* **EXERCISE**: Starting with the first line and ending with the line that holds "Turn the roads other than paths in the map", repeat the material exactly.

* **DATA UNDER STUDY**:
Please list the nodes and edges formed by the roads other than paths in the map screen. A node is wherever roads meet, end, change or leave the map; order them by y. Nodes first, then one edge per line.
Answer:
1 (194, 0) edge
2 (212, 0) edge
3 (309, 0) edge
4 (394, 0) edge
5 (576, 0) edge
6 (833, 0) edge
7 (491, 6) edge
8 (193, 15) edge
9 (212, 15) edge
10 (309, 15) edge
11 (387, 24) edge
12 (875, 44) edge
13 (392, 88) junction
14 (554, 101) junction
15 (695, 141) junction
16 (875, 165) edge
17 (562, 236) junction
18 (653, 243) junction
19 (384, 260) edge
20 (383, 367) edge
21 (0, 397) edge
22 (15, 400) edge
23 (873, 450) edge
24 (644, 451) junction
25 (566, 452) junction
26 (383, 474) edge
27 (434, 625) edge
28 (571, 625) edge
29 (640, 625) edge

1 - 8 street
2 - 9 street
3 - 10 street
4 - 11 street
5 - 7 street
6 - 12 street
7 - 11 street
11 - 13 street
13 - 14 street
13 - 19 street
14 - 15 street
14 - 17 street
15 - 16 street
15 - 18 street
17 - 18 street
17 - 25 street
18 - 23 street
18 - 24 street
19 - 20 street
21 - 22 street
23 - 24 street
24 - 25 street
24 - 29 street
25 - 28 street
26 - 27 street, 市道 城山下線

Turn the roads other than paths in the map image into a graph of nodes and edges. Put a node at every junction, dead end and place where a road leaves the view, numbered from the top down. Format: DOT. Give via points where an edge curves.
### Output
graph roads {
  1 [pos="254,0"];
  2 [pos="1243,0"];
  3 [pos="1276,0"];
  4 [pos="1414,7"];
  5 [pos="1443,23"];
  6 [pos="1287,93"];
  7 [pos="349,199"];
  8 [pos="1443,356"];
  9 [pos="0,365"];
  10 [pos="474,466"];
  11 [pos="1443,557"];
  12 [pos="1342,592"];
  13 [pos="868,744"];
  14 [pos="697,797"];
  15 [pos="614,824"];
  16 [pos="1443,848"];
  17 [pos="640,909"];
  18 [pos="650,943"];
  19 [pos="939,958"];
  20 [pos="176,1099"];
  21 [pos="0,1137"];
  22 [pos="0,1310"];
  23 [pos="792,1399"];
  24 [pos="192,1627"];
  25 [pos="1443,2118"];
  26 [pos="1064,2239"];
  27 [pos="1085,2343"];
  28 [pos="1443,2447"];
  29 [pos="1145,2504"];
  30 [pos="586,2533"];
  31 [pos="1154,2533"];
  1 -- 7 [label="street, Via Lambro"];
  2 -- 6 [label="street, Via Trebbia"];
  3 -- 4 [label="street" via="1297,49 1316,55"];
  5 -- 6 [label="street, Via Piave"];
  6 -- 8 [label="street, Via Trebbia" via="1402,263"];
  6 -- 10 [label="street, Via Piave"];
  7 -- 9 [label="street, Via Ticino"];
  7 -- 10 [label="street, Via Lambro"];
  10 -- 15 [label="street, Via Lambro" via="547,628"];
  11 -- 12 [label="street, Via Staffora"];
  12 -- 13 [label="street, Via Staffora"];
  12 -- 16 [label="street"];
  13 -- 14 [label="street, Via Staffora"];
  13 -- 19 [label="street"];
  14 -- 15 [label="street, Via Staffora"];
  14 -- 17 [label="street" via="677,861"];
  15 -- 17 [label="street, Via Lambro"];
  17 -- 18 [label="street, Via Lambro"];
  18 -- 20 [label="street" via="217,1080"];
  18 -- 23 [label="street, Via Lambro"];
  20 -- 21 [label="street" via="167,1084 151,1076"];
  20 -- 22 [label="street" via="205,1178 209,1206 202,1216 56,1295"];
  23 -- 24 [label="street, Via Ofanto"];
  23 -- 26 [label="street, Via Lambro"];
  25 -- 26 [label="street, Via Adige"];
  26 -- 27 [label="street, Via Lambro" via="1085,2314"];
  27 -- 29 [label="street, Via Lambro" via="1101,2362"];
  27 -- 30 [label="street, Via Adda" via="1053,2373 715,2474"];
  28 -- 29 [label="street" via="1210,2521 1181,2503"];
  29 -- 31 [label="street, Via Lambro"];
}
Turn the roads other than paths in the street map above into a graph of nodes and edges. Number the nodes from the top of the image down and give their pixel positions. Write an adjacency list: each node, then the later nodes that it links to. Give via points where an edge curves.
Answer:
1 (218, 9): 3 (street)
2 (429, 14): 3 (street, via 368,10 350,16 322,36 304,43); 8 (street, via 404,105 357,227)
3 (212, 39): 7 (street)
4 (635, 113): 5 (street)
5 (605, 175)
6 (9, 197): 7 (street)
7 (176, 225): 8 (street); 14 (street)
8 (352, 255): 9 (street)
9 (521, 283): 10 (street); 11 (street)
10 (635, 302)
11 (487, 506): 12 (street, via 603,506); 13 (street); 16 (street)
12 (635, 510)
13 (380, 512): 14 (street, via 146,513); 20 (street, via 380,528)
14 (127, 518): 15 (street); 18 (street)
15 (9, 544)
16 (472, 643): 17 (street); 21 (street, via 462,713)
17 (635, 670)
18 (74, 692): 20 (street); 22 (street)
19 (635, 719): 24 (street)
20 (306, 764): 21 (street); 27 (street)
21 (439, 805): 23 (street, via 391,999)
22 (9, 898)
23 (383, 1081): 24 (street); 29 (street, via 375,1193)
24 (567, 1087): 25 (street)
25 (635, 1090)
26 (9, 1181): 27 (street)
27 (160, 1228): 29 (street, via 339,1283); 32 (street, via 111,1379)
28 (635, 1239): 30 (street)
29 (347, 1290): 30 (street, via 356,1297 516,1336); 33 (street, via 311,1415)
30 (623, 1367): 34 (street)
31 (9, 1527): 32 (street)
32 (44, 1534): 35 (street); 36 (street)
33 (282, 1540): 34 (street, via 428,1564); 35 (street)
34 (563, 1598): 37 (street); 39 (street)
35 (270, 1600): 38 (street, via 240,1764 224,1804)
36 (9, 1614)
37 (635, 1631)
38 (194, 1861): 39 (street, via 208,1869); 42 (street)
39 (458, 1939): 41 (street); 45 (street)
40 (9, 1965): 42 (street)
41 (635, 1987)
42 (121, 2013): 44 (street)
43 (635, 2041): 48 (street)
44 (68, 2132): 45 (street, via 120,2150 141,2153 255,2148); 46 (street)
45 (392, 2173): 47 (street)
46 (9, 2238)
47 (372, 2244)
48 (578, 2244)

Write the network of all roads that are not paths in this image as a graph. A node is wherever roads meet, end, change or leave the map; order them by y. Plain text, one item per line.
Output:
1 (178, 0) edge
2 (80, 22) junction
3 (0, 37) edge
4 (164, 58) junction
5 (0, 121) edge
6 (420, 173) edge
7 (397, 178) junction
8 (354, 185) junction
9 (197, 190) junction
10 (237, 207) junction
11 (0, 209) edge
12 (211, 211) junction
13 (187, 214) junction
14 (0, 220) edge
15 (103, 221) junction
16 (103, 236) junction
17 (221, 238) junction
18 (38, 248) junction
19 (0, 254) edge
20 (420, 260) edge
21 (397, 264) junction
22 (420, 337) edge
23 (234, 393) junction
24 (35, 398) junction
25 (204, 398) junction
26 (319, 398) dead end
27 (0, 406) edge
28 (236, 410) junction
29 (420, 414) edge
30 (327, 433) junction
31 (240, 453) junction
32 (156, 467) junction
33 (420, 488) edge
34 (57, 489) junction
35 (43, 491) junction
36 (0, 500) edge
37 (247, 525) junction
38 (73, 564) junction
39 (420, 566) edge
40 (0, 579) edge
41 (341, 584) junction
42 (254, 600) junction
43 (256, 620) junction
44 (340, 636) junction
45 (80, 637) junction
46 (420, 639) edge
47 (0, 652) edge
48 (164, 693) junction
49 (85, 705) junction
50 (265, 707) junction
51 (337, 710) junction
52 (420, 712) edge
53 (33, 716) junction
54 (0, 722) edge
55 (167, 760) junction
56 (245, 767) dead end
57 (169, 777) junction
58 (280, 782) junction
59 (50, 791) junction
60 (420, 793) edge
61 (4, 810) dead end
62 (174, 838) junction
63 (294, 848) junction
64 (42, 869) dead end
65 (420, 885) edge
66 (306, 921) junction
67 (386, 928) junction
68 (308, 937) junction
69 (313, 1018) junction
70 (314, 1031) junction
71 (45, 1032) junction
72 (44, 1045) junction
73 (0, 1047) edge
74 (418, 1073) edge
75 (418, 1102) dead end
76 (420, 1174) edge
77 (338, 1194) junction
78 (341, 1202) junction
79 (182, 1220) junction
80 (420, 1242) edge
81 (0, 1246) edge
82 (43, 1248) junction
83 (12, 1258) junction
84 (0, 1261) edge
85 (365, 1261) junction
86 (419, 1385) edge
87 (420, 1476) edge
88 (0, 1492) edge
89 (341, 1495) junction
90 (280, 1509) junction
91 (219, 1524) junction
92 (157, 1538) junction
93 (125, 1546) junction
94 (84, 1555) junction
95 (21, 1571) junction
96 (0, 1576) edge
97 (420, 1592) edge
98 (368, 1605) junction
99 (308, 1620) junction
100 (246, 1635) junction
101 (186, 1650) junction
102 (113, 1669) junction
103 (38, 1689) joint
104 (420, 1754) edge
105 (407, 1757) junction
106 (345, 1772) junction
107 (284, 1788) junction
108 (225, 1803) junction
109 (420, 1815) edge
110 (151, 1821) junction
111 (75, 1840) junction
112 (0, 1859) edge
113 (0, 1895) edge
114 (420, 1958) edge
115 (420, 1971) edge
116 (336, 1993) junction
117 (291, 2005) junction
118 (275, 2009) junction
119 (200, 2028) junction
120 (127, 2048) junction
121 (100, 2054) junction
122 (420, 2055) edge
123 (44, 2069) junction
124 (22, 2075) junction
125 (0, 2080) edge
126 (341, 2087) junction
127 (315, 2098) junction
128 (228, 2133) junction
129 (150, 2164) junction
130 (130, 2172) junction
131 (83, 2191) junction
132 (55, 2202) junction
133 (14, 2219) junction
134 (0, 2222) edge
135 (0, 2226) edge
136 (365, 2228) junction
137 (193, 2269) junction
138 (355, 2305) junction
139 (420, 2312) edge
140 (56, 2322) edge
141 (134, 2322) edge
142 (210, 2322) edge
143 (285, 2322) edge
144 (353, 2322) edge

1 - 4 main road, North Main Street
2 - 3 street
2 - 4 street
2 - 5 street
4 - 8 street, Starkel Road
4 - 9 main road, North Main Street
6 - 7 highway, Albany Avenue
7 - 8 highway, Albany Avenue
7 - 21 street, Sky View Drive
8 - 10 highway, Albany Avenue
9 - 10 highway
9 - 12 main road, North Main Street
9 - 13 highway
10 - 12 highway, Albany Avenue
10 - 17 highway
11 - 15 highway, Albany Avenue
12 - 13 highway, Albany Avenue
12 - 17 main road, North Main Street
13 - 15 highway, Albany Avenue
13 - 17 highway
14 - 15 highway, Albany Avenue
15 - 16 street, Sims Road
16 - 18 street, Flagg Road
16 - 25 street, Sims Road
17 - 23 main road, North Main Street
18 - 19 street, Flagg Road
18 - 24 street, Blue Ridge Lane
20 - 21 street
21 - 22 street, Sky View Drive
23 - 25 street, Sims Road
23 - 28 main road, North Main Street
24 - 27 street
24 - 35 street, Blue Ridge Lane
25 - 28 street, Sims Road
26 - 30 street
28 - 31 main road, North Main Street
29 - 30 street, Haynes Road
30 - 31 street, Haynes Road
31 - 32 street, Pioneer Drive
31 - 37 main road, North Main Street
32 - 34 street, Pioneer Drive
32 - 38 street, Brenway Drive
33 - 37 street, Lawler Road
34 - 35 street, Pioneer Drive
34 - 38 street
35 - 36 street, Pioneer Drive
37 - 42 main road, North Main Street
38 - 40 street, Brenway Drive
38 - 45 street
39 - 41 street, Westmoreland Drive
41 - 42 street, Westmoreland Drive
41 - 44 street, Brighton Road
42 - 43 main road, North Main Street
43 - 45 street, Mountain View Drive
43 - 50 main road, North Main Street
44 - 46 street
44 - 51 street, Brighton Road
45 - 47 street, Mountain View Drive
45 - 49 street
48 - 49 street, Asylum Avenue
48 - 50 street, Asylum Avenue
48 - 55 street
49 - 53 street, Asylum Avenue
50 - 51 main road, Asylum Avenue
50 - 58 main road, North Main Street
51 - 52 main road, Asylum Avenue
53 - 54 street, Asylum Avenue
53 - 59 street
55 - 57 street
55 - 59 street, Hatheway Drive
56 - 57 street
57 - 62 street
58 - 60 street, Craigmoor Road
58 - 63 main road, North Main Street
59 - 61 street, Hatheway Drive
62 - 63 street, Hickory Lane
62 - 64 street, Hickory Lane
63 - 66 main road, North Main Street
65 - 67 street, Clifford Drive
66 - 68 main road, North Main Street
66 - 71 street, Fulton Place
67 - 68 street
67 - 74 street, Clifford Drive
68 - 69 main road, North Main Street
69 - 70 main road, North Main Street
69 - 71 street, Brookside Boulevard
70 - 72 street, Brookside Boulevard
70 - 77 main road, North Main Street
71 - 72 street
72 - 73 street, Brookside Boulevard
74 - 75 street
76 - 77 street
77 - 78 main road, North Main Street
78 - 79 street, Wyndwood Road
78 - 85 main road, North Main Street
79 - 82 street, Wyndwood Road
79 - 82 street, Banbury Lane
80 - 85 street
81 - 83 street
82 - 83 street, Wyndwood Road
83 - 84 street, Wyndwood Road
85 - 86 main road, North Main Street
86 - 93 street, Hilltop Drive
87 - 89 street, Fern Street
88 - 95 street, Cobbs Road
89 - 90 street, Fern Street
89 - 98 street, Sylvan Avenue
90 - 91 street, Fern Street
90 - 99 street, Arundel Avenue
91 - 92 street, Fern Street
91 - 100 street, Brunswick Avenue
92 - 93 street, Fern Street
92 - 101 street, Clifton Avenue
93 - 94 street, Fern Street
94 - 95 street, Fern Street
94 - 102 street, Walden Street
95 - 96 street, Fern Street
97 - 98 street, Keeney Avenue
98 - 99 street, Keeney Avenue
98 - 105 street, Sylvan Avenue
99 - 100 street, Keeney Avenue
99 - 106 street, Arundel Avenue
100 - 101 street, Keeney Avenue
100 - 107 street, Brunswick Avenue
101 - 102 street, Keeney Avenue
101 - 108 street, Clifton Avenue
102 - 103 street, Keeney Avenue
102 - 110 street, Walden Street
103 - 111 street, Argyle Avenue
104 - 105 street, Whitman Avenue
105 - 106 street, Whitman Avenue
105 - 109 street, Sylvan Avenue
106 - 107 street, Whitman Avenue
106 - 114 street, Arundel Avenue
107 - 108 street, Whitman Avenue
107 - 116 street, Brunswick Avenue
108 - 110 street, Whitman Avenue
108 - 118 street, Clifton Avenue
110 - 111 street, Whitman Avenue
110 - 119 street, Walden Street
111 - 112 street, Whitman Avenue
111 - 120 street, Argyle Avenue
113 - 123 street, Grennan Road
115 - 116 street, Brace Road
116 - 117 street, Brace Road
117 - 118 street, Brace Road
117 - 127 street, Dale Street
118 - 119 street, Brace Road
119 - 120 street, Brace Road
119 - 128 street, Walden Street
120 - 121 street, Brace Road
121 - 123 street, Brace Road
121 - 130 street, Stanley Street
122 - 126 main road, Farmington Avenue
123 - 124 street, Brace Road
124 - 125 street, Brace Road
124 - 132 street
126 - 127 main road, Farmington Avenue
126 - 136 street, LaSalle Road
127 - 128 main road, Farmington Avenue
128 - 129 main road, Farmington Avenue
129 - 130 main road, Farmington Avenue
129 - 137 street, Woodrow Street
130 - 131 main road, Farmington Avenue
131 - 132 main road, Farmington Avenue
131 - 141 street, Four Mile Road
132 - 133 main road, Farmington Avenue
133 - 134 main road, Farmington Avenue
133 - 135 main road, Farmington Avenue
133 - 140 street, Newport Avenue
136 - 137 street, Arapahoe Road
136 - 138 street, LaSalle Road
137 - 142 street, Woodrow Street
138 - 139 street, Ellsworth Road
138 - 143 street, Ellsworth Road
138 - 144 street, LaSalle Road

* **RESULT OF THIS EXERCISE**:
Please list the nodes and edges formed by the roads other than paths in the map screen. A node is wherever roads meet, end, change or leave the map; order them by y. Nodes first, then one edge per line.
Answer:
1 (194, 0) edge
2 (212, 0) edge
3 (309, 0) edge
4 (394, 0) edge
5 (576, 0) edge
6 (833, 0) edge
7 (491, 6) edge
8 (193, 15) edge
9 (212, 15) edge
10 (309, 15) edge
11 (387, 24) edge
12 (875, 44) edge
13 (392, 88) junction
14 (554, 101) junction
15 (695, 141) junction
16 (875, 165) edge
17 (562, 236) junction
18 (653, 243) junction
19 (384, 260) edge
20 (383, 367) edge
21 (0, 397) edge
22 (15, 400) edge
23 (873, 450) edge
24 (644, 451) junction
25 (566, 452) junction
26 (383, 474) edge
27 (434, 625) edge
28 (571, 625) edge
29 (640, 625) edge

1 - 8 street
2 - 9 street
3 - 10 street
4 - 11 street
5 - 7 street
6 - 12 street
7 - 11 street
11 - 13 street
13 - 14 street
13 - 19 street
14 - 15 street
14 - 17 street
15 - 16 street
15 - 18 street
17 - 18 street
17 - 25 street
18 - 23 street
18 - 24 street
19 - 20 street
21 - 22 street
23 - 24 street
24 - 25 street
24 - 29 street
25 - 28 street
26 - 27 street, 市道 城山下線

Turn the roads other than paths in the map image into a graph of nodes and edges. Put a node at every junction, dead end and place where a road leaves the view, numbered from the top down. Format: DOT. Give via points where an edge curves.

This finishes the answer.